La alerta de presión arterial baja captó la atención de la anestesióloga. La miré y solo le dije dos palabras: dale sangre. Mientras que otros órganos pueden aguantar horas sin flujo sanguíneo, el cerebro necesita ser irrigado con tanta desesperación que incluso unos minutos de sequía hacen que se marchite su tejido, causando un derrame cerebral.

Comencé mis maniobras y coloqué una pinza temporal en la arteria a contracorriente del desgarre. Esto disminuyó el flujo sanguíneo, pero tenía que quitar la pinza cada pocos minutos para irrigar el tejido cerebral. Así que asigné a una enfermera para que midiera el tiempo. Coloqué la pinza temporal. Empezó a contar el tiempo. Pero batallé para reparar la arteria y el tiempo se agotó, lo que me obligó a retirar la pinza para dejar que el flujo corriera de nuevo. Seis intentos de esta maniobra no me llevaron a ninguna parte. El reloj marcaba las 10:45.

Estaba en un edificio con cientos de médicos y cirujanos, pero ésta era una pelea uno a uno. No había espacio para un compañero, incluso si hubiera habido otro neurocirujano en el hospital. En mi desesperación, me trasladé a su cuello y rápidamente corté y diseccioné una zona hasta llegar a la arteria carótida (aquí es donde se siente el pulso de una persona), donde coloqué una pinza gruesa llamada "bulldog" para disminuir el flujo sanguíneo. De vuelta a la cabeza, volví a probar mis maniobras. Pero una vez más batallé para reparar la arteria y el tiempo se agotó. Una y otra vez el tiempo se terminó. El reloj marcaba las 11:50.
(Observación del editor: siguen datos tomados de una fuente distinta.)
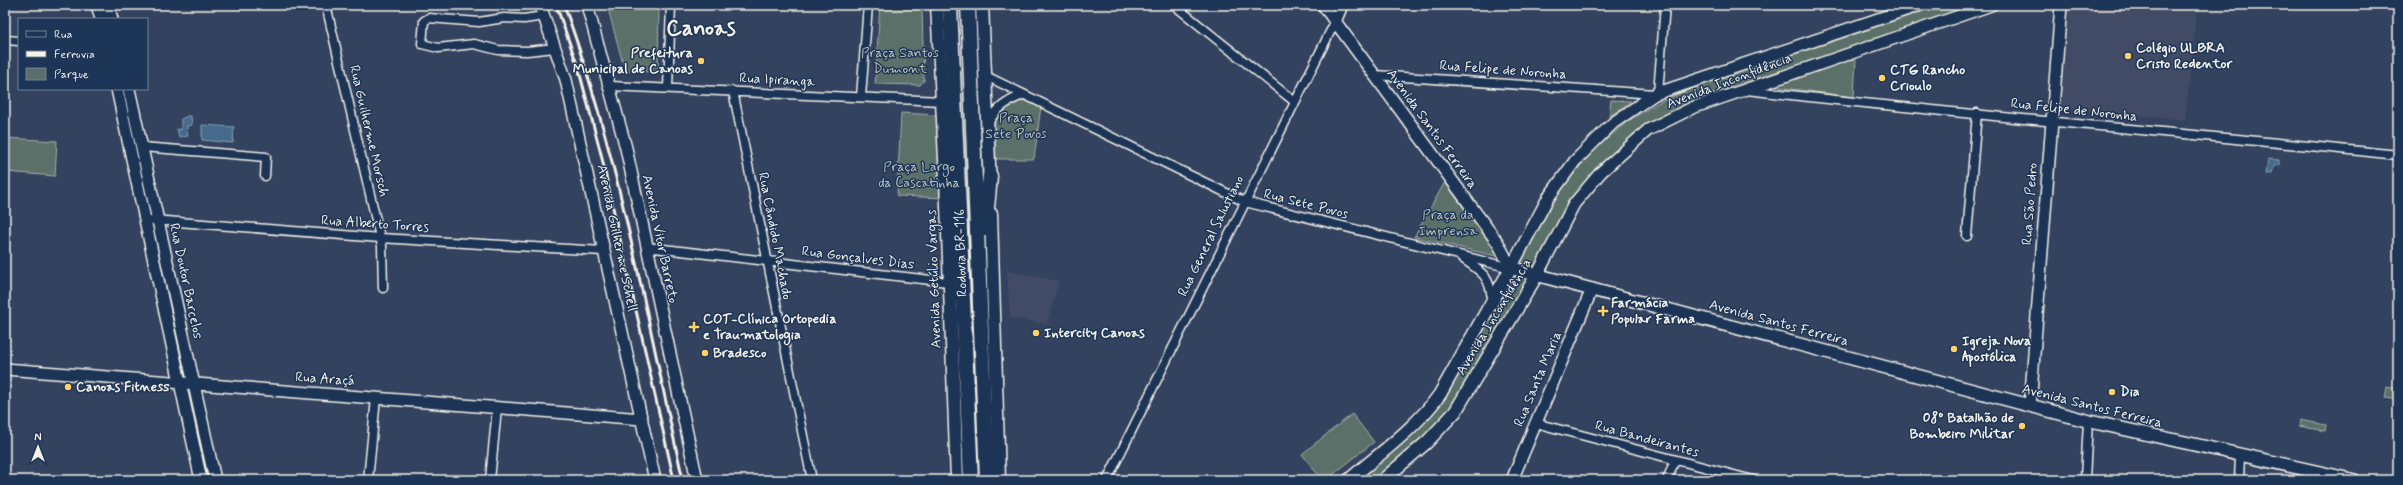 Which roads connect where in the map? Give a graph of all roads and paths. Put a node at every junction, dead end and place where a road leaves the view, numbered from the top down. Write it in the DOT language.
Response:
graph roads {
  1 [pos="97,5"];
  2 [pos="108,5"];
  3 [pos="326,5"];
  4 [pos="586,5"];
  5 [pos="671,5"];
  6 [pos="868,5"];
  7 [pos="937,5"];
  8 [pos="950,5"];
  9 [pos="968,5"];
  10 [pos="982,5"];
  11 [pos="1174,5"];
  12 [pos="1323,5"];
  13 [pos="1342,5"];
  14 [pos="1665,5"];
  15 [pos="1920,5"];
  16 [pos="1991,5"];
  17 [pos="2061,5"];
  18 [pos="542,10"];
  19 [pos="101,18"];
  20 [pos="112,18"];
  21 [pos="1335,22"];
  22 [pos="5,40"];
  23 [pos="18,41"];
  24 [pos="555,48"];
  25 [pos="1374,74"];
  26 [pos="986,76"];
  27 [pos="610,86"];
  28 [pos="668,88"];
  29 [pos="117,90"];
  30 [pos="130,90"];
  31 [pos="1747,90"];
  32 [pos="733,91"];
  33 [pos="1630,92"];
  34 [pos="1657,94"];
  35 [pos="1023,95"];
  36 [pos="861,97"];
  37 [pos="942,101"];
  38 [pos="1295,102"];
  39 [pos="1636,107"];
  40 [pos="1977,113"];
  41 [pos="2051,121"];
  42 [pos="988,124"];
  43 [pos="142,147"];
  44 [pos="2398,155"];
  45 [pos="265,176"];
  46 [pos="990,176"];
  47 [pos="946,178"];
  48 [pos="1244,202"];
  49 [pos="146,220"];
  50 [pos="158,220"];
  51 [pos="1967,236"];
  52 [pos="380,238"];
  53 [pos="961,246"];
  54 [pos="646,247"];
  55 [pos="603,251"];
  56 [pos="1460,256"];
  57 [pos="766,260"];
  58 [pos="1511,268"];
  59 [pos="1538,275"];
  60 [pos="980,281"];
  61 [pos="948,282"];
  62 [pos="383,288"];
  63 [pos="1592,289"];
  64 [pos="1492,300"];
  65 [pos="5,369"];
  66 [pos="180,383"];
  67 [pos="193,384"];
  68 [pos="376,398"];
  69 [pos="2030,406"];
  70 [pos="497,408"];
  71 [pos="642,419"];
  72 [pos="2088,421"];
  73 [pos="1536,423"];
  74 [pos="2240,456"];
  75 [pos="1675,460"];
  76 [pos="201,480"];
  77 [pos="215,480"];
  78 [pos="368,480"];
  79 [pos="490,480"];
  80 [pos="656,480"];
  81 [pos="696,480"];
  82 [pos="812,480"];
  83 [pos="957,480"];
  84 [pos="970,480"];
  85 [pos="987,480"];
  86 [pos="999,480"];
  87 [pos="1107,480"];
  88 [pos="1349,480"];
  89 [pos="1383,480"];
  90 [pos="1512,480"];
  91 [pos="1667,480"];
  92 [pos="1753,480"];
  93 [pos="2085,480"];
  94 [pos="2239,480"];
  95 [pos="2354,480"];
  1 -- 19 [label="main road"];
  2 -- 20 [label="main road"];
  3 -- 52 [label="street, Rua Guilherme Morsch"];
  4 -- 27 [label="main road, Avenida Vitor Barreto"];
  5 -- 28 [label="street"];
  6 -- 36 [label="street"];
  7 -- 37 [label="main road, Avenida Getúlio Vargas"];
  8 -- 53 [label="highway, Rodovia BR-116"];
  9 -- 60 [label="highway, Rodovia BR-116"];
  10 -- 26 [label="main road"];
  11 -- 38 [label="street"];
  12 -- 21 [label="main road, Avenida Santos Ferreira"];
  13 -- 21 [label="main road, Rua General Salustiano"];
  14 -- 34 [label="street"];
  15 -- 34 [label="main road, Avenida Inconfidência"];
  16 -- 31 [label="main road, Avenida Inconfidência"];
  17 -- 41 [label="main road, Rua São Pedro"];
  18 -- 24 [label="main road, Avenida Guilherme Schell"];
  18 -- 24 [label="street"];
  21 -- 25 [label="main road, Avenida Santos Ferreira"];
  21 -- 38 [label="street, Rua General Salustiano"];
  22 -- 23 [label="street"];
  24 -- 55 [label="main road, Avenida Guilherme Schell"];
  25 -- 33 [label="street, Rua Felipe de Noronha"];
  25 -- 58 [label="main road, Avenida Santos Ferreira"];
  26 -- 35 [label="street, Rua Sete Povos"];
  26 -- 42 [label="main road"];
  27 -- 28 [label="street, Rua Ipiranga"];
  27 -- 54 [label="main road, Avenida Vitor Barreto"];
  28 -- 32 [label="street, Rua Ipiranga"];
  29 -- 49 [label="main road, Rua Doutor Barcelos"];
  30 -- 43 [label="main road, Rua Doutor Barcelos"];
  31 -- 40 [label="street, Rua Felipe de Noronha"];
  31 -- 59 [label="main road, Avenida Inconfidência"];
  32 -- 36 [label="street, Rua Ipiranga"];
  32 -- 57 [label="street, Rua Cândido Machado"];
  33 -- 34 [label="street, Rua Felipe de Noronha"];
  33 -- 39 [label="street"];
  34 -- 39 [label="main road, Avenida Inconfidência"];
  35 -- 42 [label="street"];
  35 -- 48 [label="street, Rua Sete Povos"];
  36 -- 37 [label="street, Rua Ipiranga"];
  37 -- 47 [label="main road, Avenida Getúlio Vargas"];
  38 -- 48 [label="street, Rua General Salustiano"];
  39 -- 58 [label="main road, Avenida Inconfidência"];
  40 -- 41 [label="street, Rua Felipe de Noronha"];
  40 -- 51 [label="street"];
  41 -- 44 [label="street, Rua Felipe de Noronha"];
  41 -- 69 [label="main road, Rua São Pedro"];
  42 -- 46 [label="main road"];
  43 -- 45 [label="street"];
  43 -- 50 [label="main road, Rua Doutor Barcelos"];
  46 -- 60 [label="highway"];
  46 -- 86 [label="main road"];
  47 -- 53 [label="highway"];
  47 -- 61 [label="main road, Avenida Getúlio Vargas"];
  48 -- 56 [label="street, Rua Sete Povos"];
  48 -- 87 [label="street, Rua General Salustiano"];
  49 -- 50 [label="street, Rua Alberto Torres"];
  49 -- 66 [label="main road, Rua Doutor Barcelos"];
  50 -- 52 [label="street, Rua Alberto Torres"];
  50 -- 67 [label="main road, Rua Doutor Barcelos"];
  52 -- 55 [label="street, Rua Alberto Torres"];
  52 -- 62 [label="street, Rua Guilherme Morsch"];
  53 -- 84 [label="highway, Rodovia BR-116"];
  54 -- 57 [label="street, Rua Gonçalves Dias"];
  54 -- 81 [label="main road, Avenida Vitor Barreto"];
  55 -- 71 [label="main road, Avenida Guilherme Schell"];
  56 -- 58 [label="street, Rua Sete Povos"];
  56 -- 64 [label="street, Rua Sete Povos"];
  57 -- 61 [label="street, Rua Gonçalves Dias"];
  57 -- 82 [label="street, Rua Cândido Machado"];
  58 -- 59 [label="main road, Avenida Santos Ferreira"];
  58 -- 64 [label="main road, Avenida Inconfidência"];
  59 -- 63 [label="main road, Avenida Santos Ferreira"];
  59 -- 89 [label="main road, Avenida Inconfidência"];
  60 -- 85 [label="highway, Rodovia BR-116"];
  61 -- 83 [label="main road, Avenida Getúlio Vargas"];
  63 -- 69 [label="main road, Avenida Santos Ferreira"];
  63 -- 73 [label="main road, Rua Santa Maria"];
  64 -- 88 [label="main road, Avenida Inconfidência"];
  65 -- 66 [label="main road, Rua Araçá"];
  66 -- 67 [label="main road, Rua Araçá"];
  66 -- 76 [label="main road, Rua Doutor Barcelos"];
  67 -- 68 [label="main road, Rua Araçá"];
  67 -- 77 [label="main road, Rua Doutor Barcelos"];
  68 -- 70 [label="main road, Rua Araçá"];
  68 -- 78 [label="street"];
  69 -- 72 [label="main road, Avenida Santos Ferreira"];
  70 -- 71 [label="main road, Rua Araçá"];
  70 -- 79 [label="street"];
  71 -- 80 [label="main road, Avenida Guilherme Schell"];
  72 -- 74 [label="main road, Avenida Santos Ferreira"];
  72 -- 93 [label="street"];
  73 -- 75 [label="street, Rua Bandeirantes"];
  73 -- 90 [label="main road, Rua Santa Maria"];
  74 -- 94 [label="street"];
  74 -- 95 [label="main road, Avenida Santos Ferreira"];
  75 -- 91 [label="street"];
  75 -- 92 [label="street, Rua Bandeirantes"];
}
A pesar de mis intentos por disminuir el flujo sanguíneo, estaba trabajando en la oscuridad de la sangre turbulenta, moviéndome a ciegas con el destello ocasional de mi objetivo como si estuviera detrás de una ventana sucia. El joven recibió 15 unidades de sangre durante esas horas y las bolsas de sangre vacías empezaron a apilarse en un pequeño montón. A esas alturas, su propia sangre había escapado y había sido reemplazada por la sangre de varios donantes desconocidos. No había hecho ningún progreso.

Decidí llevar a cabo mi maniobra final. Le pedí a la anestesióloga que le diera adenosina, un fármaco que impidió temporalmente que su corazón latiera, dejándolo sin flujo sanguíneo para poder operar con visibilidad. En un monitor a mi izquierda, los electrodos del electroencefalograma conectados a su cabeza me mostraban sus ondas cerebrales. En un monitor a mi derecha, los electrodos del electrocardiograma conectados a su pecho me mostraban su ritmo cardíaco.

Ese momento después de que su corazón ya no estaba latiendo, pero antes de que su cerebro quedara afectado por la falta de sangre, jamás me sentí tan solo. Pero me dio una oportunidad, una visión clara para reparar el aneurisma. Y afortunadamente funcionó. El corazón fue reiniciado químicamente y las ondas cerebrales nunca dejaron de moverse. Yo exhalé. El reloj marcaba las 12:50.

Lo mantuve en un coma inducido en la unidad de terapia intensiva durante semanas y cuando lo desperté, estaba física y mentalmente bien. Todo estaba en orden. Volvió a la universidad y le fue bien, pero se tomó un semestre de descanso.

La gravedad de la situación es un peso casi insoportable. En esos momentos no hay espacio para el pensamiento, sólo para la preparación y el instinto. Hoy en día los pacientes me buscan para evaluar sus enfermedades mortales. Para mí, se trata de marcar la diferencia, hacer algo que otros no harán o no pueden hacer. Puede parecer extraño, pero no me asustan esos momentos. Es cuando doy lo mejor de mí y cuando estoy en mi mejor momento.